## Bounding box coordinate data

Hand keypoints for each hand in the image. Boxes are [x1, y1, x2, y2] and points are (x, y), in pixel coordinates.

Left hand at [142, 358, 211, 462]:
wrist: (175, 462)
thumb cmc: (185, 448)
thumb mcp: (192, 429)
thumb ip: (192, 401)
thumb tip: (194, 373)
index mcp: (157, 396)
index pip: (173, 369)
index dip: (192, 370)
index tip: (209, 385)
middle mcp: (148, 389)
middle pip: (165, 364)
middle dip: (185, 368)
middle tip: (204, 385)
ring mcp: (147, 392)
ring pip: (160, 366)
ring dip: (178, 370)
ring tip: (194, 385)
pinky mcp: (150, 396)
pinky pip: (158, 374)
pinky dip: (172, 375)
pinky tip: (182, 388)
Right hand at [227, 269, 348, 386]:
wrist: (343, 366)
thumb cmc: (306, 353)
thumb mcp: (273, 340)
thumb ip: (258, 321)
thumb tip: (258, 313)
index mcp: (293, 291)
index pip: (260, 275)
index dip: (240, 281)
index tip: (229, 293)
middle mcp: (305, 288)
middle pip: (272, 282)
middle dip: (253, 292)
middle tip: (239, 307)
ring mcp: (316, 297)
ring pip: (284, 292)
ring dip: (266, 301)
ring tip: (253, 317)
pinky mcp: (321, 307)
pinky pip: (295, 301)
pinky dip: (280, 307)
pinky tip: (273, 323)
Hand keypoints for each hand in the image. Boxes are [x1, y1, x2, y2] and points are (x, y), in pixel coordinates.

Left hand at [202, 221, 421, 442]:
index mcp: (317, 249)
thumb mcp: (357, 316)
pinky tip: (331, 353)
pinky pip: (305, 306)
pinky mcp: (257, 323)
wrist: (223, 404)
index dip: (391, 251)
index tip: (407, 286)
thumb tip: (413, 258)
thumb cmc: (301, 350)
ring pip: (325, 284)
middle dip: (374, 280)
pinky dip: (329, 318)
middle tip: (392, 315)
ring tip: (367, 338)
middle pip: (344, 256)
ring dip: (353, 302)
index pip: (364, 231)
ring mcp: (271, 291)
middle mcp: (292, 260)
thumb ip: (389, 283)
==
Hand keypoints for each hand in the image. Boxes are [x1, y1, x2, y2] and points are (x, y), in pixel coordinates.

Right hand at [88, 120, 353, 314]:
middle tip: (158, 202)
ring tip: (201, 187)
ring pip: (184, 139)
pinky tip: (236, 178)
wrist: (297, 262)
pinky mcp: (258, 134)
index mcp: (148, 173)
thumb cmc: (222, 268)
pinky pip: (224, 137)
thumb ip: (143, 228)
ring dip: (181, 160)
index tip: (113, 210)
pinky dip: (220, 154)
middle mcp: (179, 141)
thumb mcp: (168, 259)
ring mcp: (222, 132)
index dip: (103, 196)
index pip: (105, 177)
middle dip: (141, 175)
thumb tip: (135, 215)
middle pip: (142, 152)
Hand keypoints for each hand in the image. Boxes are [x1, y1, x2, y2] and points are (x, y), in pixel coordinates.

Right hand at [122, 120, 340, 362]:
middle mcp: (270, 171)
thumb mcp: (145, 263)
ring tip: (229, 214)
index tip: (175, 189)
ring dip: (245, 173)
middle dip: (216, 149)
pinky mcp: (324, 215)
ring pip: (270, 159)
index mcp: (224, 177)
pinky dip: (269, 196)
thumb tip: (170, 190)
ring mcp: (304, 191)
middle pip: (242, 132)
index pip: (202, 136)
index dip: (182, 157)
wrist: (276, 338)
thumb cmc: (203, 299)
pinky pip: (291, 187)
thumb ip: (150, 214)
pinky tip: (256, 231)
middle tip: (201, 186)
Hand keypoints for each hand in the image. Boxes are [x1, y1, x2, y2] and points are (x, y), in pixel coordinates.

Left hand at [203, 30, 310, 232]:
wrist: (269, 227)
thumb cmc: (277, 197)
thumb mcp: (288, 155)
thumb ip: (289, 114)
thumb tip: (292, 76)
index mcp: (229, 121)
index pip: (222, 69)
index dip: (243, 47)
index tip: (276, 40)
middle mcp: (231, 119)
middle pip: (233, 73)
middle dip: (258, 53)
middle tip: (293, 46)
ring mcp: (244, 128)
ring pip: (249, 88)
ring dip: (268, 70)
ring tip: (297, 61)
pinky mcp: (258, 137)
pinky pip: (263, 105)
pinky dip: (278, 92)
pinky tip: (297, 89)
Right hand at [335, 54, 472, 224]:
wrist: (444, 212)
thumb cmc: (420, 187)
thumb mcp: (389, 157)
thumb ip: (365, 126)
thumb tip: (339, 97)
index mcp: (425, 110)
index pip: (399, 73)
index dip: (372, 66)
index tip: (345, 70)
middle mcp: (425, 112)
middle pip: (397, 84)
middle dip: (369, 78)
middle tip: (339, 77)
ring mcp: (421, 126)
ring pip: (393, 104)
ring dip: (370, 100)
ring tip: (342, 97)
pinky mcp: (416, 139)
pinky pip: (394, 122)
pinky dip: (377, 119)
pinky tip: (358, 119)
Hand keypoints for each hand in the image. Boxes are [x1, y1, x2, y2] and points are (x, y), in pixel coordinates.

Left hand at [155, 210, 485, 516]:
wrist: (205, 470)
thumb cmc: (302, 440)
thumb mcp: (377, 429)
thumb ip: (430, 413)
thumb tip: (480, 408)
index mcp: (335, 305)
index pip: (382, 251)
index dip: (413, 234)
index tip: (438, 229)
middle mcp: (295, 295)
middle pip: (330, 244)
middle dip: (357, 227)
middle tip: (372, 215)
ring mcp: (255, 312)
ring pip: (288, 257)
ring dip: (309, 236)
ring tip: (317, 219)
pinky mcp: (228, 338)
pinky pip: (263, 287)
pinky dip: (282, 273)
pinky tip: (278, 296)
...
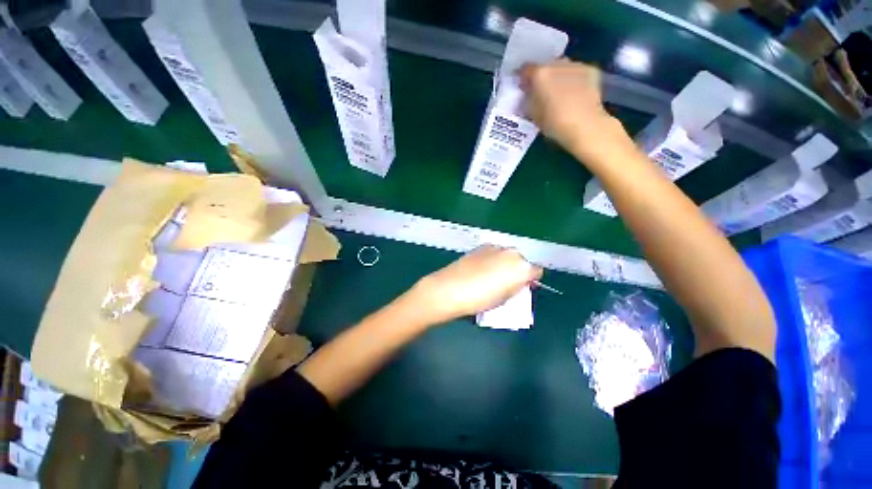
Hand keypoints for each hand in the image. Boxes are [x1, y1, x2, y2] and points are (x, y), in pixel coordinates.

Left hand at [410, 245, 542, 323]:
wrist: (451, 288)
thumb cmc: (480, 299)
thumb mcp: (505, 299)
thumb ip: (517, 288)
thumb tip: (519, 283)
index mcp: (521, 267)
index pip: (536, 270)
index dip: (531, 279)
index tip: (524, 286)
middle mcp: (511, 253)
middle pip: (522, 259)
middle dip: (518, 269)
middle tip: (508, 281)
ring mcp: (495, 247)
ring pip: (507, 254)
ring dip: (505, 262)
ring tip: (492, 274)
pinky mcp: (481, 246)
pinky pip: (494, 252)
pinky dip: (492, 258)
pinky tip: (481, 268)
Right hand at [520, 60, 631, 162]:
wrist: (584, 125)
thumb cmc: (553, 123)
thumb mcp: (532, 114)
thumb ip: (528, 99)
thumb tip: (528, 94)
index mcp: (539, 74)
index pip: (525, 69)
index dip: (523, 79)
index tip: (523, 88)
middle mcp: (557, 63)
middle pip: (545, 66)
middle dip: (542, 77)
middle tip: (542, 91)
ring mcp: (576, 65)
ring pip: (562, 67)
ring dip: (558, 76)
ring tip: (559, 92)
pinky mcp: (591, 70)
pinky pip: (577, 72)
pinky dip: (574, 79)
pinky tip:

## Aim of the exercise
Reproduce, word for word and in full, only the lines above that start at the line with "thumb mcp: (389, 157)" and run through the line with "pinky tip: (278, 296)", both ends included.

## Response to the task
thumb mcp: (389, 157)
thumb ip: (365, 126)
thumb tip: (339, 97)
index mcp: (425, 110)
index pip: (399, 73)
index dip: (372, 66)
index tip: (345, 70)
middle mcp: (425, 112)
middle pip: (397, 84)
middle dip: (369, 78)
middle tip: (339, 77)
ring mcp: (421, 126)
ring pip: (393, 104)
ring dip: (370, 100)
ring tip: (342, 97)
pinky mcp: (416, 139)
pinky pip: (394, 122)
pinky dip: (377, 119)
pinky tip: (358, 119)
Hand keypoints for each hand in the image. Boxes are [x1, y1, x2, y2] and points are (x, y), in pixel coordinates.

Left hand at [155, 210, 485, 516]:
wrist: (205, 470)
thumb cmc: (302, 440)
thumb mcp: (377, 429)
thumb ip: (430, 413)
thumb tip: (480, 408)
index mcp: (335, 305)
index pip: (382, 251)
index dip: (413, 234)
index tip: (438, 229)
middle mcp: (295, 295)
middle pip: (330, 244)
middle dip: (357, 227)
middle tip: (372, 215)
ring mcp: (255, 312)
ring pip: (288, 257)
ring dip: (309, 236)
ring tip: (317, 219)
pinky mcp: (228, 338)
pinky pip: (263, 287)
pinky dip: (282, 273)
pinky tip: (278, 296)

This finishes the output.